Democrats cannot be an anti-trade party.

Simply offering a list of grievances will not improve global trade practices or create opportunity for working Americans. We need to lead the work of lifting up standards for trade around the world and opening up export opportunities for American farmers, businesses, and workers. In this way, we can better distribute the benefits of trade.

The agricultural workers who drive America’s rural economy merit top consideration in future trade agreements.

Roughly half the soy and wheat grown in this country, and a quarter of the pork produced in Iowa, is sold in overseas markets. Finding new, fast-growing overseas markets to sell products into is vital for the growth of family farmers and ranchers.

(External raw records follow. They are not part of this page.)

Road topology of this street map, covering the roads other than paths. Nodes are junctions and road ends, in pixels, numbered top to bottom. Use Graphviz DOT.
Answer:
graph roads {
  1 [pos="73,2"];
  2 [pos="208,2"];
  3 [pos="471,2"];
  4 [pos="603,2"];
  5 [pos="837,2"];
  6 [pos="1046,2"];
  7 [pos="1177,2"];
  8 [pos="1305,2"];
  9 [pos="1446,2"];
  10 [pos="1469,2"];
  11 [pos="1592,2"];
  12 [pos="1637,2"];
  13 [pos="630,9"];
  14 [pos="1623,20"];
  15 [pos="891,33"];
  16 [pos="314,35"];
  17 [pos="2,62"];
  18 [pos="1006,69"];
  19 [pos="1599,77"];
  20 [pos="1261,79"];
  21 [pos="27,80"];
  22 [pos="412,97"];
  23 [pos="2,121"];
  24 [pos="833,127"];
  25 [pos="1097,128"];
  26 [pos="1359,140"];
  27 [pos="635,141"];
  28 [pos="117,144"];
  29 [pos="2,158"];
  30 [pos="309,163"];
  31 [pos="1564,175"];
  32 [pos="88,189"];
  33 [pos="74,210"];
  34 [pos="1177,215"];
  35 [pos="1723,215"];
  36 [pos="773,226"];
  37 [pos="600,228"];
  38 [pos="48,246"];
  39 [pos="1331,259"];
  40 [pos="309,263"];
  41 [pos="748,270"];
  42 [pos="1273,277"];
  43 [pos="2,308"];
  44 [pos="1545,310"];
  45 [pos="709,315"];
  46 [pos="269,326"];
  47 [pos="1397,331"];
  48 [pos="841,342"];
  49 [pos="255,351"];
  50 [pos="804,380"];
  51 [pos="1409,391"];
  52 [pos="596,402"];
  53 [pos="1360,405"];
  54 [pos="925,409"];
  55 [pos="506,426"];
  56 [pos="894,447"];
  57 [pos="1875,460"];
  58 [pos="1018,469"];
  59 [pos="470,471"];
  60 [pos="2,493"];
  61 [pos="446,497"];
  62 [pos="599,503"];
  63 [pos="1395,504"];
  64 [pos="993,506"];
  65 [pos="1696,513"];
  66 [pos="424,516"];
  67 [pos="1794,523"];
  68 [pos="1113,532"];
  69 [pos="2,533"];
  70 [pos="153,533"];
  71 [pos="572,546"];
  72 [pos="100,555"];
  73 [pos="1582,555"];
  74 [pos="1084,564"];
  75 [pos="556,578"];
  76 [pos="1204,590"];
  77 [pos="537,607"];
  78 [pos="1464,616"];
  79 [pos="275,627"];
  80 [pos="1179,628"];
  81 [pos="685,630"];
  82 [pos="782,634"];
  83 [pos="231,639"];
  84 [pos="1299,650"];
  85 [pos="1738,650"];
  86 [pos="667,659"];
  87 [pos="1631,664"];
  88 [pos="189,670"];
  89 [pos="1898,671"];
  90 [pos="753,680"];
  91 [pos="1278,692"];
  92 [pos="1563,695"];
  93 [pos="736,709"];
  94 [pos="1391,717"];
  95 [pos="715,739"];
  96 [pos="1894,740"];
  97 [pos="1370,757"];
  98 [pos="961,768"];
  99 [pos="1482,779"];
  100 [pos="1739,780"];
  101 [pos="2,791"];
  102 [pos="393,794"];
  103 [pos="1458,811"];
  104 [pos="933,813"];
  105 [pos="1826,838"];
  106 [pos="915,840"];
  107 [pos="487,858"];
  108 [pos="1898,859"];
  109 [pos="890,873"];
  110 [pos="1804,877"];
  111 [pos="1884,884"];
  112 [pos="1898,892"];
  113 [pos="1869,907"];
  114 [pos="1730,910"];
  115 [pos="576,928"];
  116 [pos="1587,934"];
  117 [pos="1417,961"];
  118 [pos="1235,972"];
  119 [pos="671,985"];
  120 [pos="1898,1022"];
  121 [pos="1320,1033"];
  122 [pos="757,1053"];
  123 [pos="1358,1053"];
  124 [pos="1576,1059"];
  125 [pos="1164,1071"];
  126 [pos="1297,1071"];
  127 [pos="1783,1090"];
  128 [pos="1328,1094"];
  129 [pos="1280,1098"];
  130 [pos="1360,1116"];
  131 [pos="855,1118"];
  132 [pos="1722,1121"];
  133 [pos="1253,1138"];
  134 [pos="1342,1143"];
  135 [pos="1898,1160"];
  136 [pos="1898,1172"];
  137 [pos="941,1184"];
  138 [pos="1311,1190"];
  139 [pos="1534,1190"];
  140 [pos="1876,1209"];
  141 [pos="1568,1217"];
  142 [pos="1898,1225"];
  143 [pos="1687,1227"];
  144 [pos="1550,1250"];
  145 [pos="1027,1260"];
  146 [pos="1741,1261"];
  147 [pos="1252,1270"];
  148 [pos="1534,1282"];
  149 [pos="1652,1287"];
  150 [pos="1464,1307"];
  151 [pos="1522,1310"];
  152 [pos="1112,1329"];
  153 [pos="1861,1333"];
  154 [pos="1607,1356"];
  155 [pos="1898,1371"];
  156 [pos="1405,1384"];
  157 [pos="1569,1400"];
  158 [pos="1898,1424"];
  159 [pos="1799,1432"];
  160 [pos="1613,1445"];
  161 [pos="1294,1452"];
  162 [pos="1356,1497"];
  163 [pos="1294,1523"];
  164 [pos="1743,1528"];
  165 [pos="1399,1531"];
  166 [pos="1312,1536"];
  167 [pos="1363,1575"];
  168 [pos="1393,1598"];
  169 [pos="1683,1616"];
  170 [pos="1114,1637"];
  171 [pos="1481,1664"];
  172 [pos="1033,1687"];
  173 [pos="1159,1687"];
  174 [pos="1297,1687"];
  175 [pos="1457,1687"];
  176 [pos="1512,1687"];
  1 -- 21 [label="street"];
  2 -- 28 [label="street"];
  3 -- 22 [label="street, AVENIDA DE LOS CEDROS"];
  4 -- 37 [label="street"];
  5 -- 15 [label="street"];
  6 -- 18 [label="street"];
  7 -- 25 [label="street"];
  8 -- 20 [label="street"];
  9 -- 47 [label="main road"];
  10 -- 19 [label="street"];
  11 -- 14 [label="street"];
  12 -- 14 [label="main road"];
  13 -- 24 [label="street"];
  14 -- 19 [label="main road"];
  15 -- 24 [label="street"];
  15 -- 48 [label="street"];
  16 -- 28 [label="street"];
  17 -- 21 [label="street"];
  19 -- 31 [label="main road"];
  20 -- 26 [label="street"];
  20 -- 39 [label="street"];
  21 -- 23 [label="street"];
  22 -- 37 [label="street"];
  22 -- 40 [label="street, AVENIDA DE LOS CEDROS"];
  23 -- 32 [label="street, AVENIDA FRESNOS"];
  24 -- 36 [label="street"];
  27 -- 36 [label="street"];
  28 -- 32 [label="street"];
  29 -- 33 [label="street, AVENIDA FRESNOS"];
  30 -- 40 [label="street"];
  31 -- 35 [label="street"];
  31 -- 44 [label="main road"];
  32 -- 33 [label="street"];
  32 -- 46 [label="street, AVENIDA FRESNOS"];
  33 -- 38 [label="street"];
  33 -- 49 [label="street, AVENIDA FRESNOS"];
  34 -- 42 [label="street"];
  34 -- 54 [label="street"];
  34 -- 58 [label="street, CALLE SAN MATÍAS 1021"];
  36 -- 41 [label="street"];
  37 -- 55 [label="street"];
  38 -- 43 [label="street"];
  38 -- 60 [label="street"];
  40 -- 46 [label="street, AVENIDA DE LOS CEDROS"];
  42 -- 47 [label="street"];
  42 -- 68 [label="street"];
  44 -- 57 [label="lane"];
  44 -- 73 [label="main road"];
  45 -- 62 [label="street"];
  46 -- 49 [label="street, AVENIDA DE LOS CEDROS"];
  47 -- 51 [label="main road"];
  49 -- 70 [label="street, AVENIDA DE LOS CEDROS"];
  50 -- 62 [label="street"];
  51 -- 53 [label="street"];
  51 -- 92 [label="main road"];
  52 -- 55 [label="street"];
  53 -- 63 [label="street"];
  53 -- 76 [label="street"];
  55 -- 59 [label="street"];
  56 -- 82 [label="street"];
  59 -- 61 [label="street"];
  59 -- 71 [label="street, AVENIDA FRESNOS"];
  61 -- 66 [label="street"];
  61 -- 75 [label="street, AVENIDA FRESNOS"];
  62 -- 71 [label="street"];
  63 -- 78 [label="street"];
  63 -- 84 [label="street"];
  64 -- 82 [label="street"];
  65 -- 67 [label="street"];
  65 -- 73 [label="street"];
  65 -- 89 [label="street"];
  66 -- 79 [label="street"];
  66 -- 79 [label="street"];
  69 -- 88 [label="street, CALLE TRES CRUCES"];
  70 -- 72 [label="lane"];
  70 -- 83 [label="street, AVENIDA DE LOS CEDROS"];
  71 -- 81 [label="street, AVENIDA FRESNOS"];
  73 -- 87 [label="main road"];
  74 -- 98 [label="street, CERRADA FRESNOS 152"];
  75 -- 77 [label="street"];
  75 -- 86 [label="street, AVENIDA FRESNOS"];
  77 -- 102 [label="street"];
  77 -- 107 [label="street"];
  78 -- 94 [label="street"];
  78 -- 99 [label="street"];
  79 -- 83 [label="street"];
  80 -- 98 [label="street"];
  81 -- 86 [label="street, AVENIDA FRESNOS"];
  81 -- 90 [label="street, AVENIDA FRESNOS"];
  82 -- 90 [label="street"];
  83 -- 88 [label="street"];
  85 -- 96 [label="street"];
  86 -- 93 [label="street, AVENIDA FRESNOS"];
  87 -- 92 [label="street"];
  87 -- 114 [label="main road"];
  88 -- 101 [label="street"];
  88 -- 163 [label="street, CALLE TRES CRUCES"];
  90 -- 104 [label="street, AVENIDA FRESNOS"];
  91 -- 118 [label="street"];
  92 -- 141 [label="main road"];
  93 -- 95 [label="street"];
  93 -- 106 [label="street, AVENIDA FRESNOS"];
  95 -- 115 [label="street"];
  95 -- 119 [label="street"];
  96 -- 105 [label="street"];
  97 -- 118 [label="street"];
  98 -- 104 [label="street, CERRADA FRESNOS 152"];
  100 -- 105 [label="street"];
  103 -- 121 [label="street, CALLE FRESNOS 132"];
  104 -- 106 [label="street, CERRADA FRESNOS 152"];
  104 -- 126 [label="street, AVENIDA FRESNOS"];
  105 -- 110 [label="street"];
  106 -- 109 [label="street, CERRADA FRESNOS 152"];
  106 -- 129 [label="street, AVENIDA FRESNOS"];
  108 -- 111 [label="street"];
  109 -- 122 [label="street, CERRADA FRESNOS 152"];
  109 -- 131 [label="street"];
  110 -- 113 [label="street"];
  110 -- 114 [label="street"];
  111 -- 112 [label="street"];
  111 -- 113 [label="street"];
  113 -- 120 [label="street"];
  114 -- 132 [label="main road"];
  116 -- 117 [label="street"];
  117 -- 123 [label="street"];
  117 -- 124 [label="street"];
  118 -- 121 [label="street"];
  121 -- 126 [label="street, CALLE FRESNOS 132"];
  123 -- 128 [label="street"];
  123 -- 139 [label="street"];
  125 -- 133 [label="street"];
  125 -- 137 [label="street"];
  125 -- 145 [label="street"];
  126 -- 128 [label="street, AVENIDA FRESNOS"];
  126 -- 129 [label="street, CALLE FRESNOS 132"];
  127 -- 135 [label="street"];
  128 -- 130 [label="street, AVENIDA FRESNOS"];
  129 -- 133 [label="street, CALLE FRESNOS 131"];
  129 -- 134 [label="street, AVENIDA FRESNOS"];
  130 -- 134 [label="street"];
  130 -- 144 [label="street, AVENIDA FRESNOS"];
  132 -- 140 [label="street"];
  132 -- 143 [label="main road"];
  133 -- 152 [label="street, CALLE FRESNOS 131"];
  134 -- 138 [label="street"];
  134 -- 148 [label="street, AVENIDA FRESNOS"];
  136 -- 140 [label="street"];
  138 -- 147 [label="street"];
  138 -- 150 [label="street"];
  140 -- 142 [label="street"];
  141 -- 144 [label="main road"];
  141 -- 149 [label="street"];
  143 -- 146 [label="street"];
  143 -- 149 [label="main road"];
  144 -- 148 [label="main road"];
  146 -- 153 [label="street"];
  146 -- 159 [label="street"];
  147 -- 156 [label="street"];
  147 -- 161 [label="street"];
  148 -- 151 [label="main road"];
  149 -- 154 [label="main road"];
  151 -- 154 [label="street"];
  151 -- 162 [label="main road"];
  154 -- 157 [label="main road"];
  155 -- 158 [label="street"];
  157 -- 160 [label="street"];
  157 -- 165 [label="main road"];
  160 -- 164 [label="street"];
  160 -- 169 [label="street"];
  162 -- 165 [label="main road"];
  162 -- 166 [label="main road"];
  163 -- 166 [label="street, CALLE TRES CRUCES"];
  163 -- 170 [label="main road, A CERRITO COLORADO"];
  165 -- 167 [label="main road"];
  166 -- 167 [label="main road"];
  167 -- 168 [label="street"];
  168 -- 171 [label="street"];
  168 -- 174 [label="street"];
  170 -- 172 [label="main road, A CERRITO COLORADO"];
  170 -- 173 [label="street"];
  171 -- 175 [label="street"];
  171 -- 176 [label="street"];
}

It is also vital to the 1.2 million jobs sustained by agricultural exports, including jobs in sales, manufacturing, and transportation in rural areas across the country. However, President Trump’s trade war has cost U.S. GDP $134 billion to date, exposed farmers and ranchers to retaliation, and sacrificed overseas markets in Asia to foreign competitors like Brazil, New Zealand, and Australia. As president, Bennet will work with our allies to expand agricultural opportunities overseas—not limit them or sacrifice them to other producers.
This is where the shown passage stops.